= What is required =
Copy each record exactly as it reads, leaving out any pictures it holds.
** Opening Given data block **
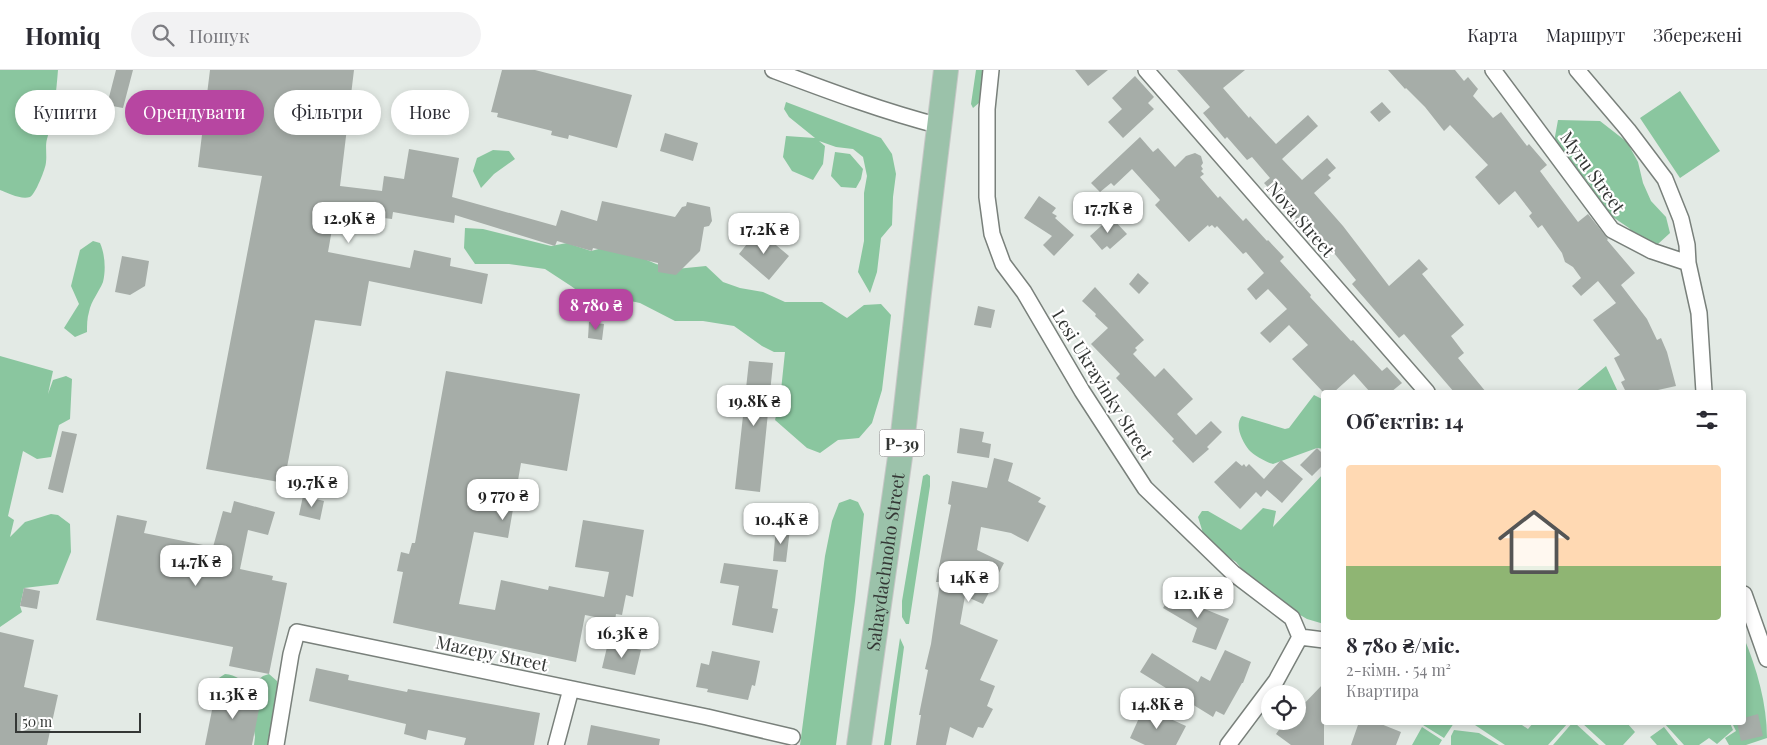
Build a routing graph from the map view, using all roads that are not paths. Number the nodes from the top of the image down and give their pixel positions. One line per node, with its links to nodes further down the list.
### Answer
1 (773, 70): 7 (street)
2 (946, 70): 7 (main road, Р-39)
3 (991, 70): 12 (street, Lesi Ukrayinky Street)
4 (1146, 70): 9 (street, Nova Street)
5 (1493, 70): 8 (street, Myru Street)
6 (1577, 70): 8 (street)
7 (939, 134): 19 (main road, Sahaydachnoho Street / Р-39)
8 (1688, 263): 10 (street)
9 (1425, 390)
10 (1704, 390)
11 (1746, 600): 14 (street)
12 (1300, 637): 13 (street); 20 (street)
13 (1321, 640)
14 (1767, 659)
15 (571, 689): 16 (street, Mazepy Street); 17 (street, Mazepy Street); 18 (street)
16 (792, 737)
17 (276, 745)
18 (556, 745)
19 (860, 745)
20 (1228, 745)

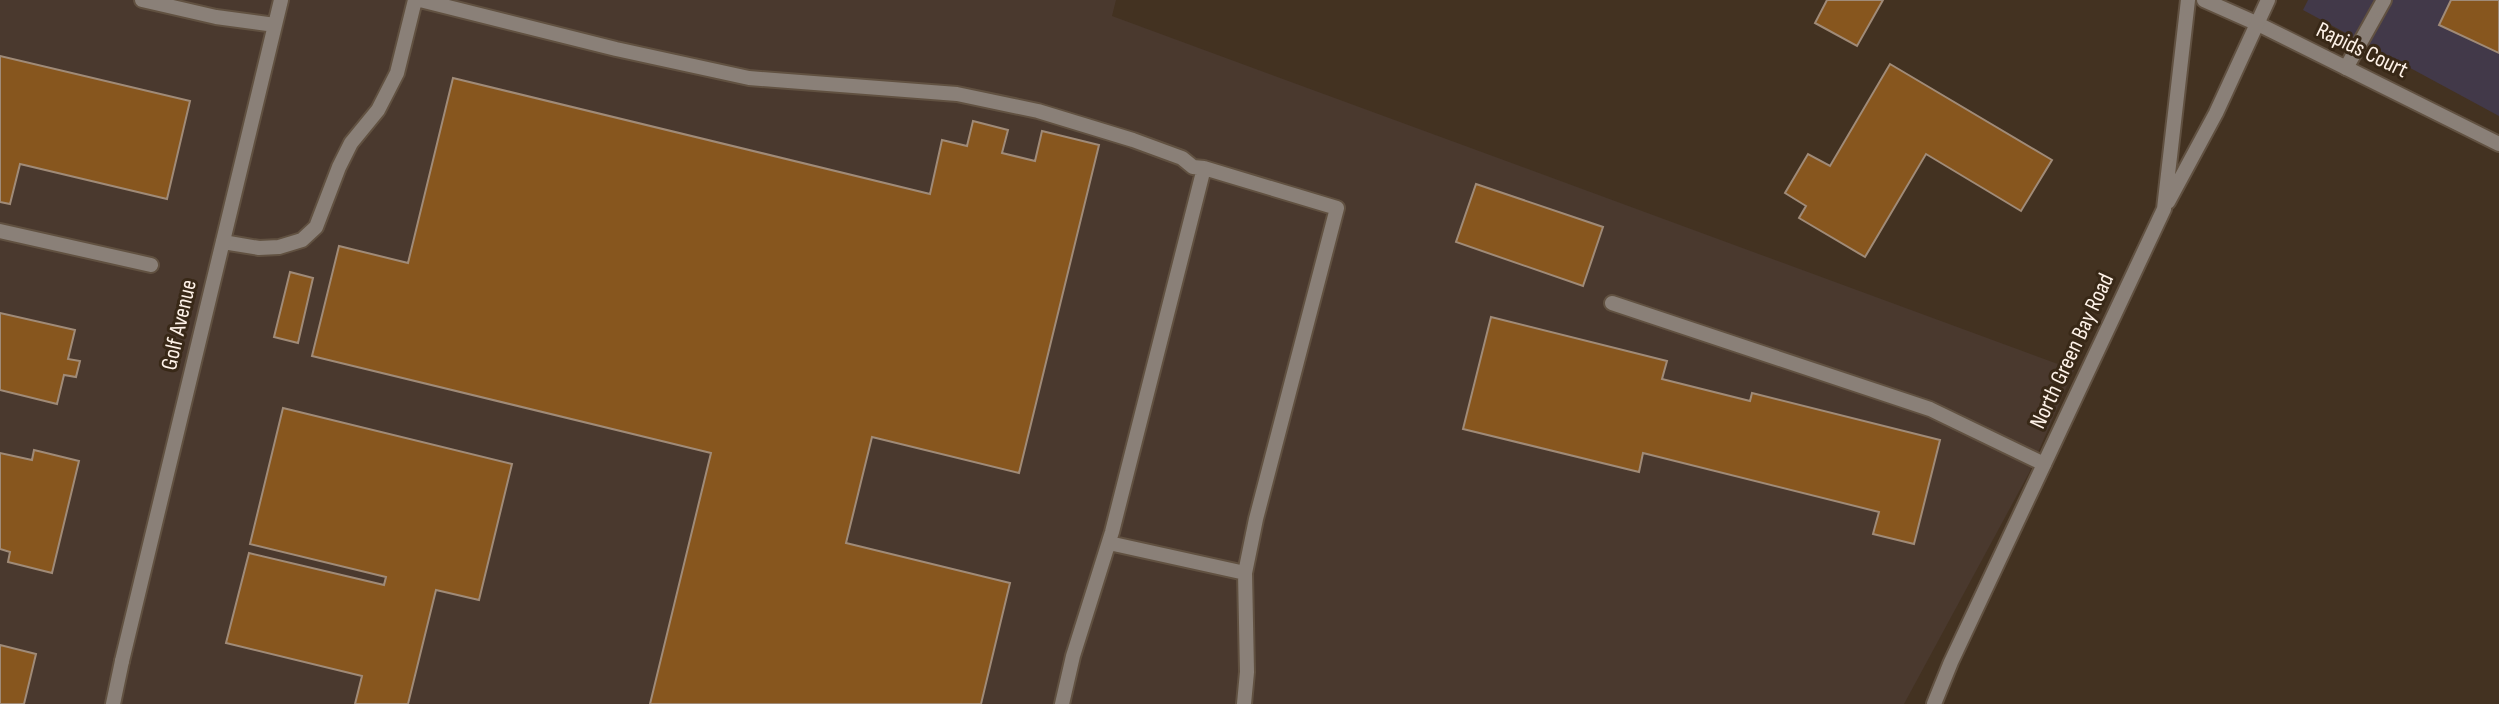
** Closing Given data block **
= Result of the task =
Build a routing graph from the map view, using all roads that are not paths. Number the nodes from the top of the image down and give their pixel positions. One line per node, with its links to nodes further down the list.
### Answer
1 (773, 70): 7 (street)
2 (946, 70): 7 (main road, Р-39)
3 (991, 70): 12 (street, Lesi Ukrayinky Street)
4 (1146, 70): 9 (street, Nova Street)
5 (1493, 70): 8 (street, Myru Street)
6 (1577, 70): 8 (street)
7 (939, 134): 19 (main road, Sahaydachnoho Street / Р-39)
8 (1688, 263): 10 (street)
9 (1425, 390)
10 (1704, 390)
11 (1746, 600): 14 (street)
12 (1300, 637): 13 (street); 20 (street)
13 (1321, 640)
14 (1767, 659)
15 (571, 689): 16 (street, Mazepy Street); 17 (street, Mazepy Street); 18 (street)
16 (792, 737)
17 (276, 745)
18 (556, 745)
19 (860, 745)
20 (1228, 745)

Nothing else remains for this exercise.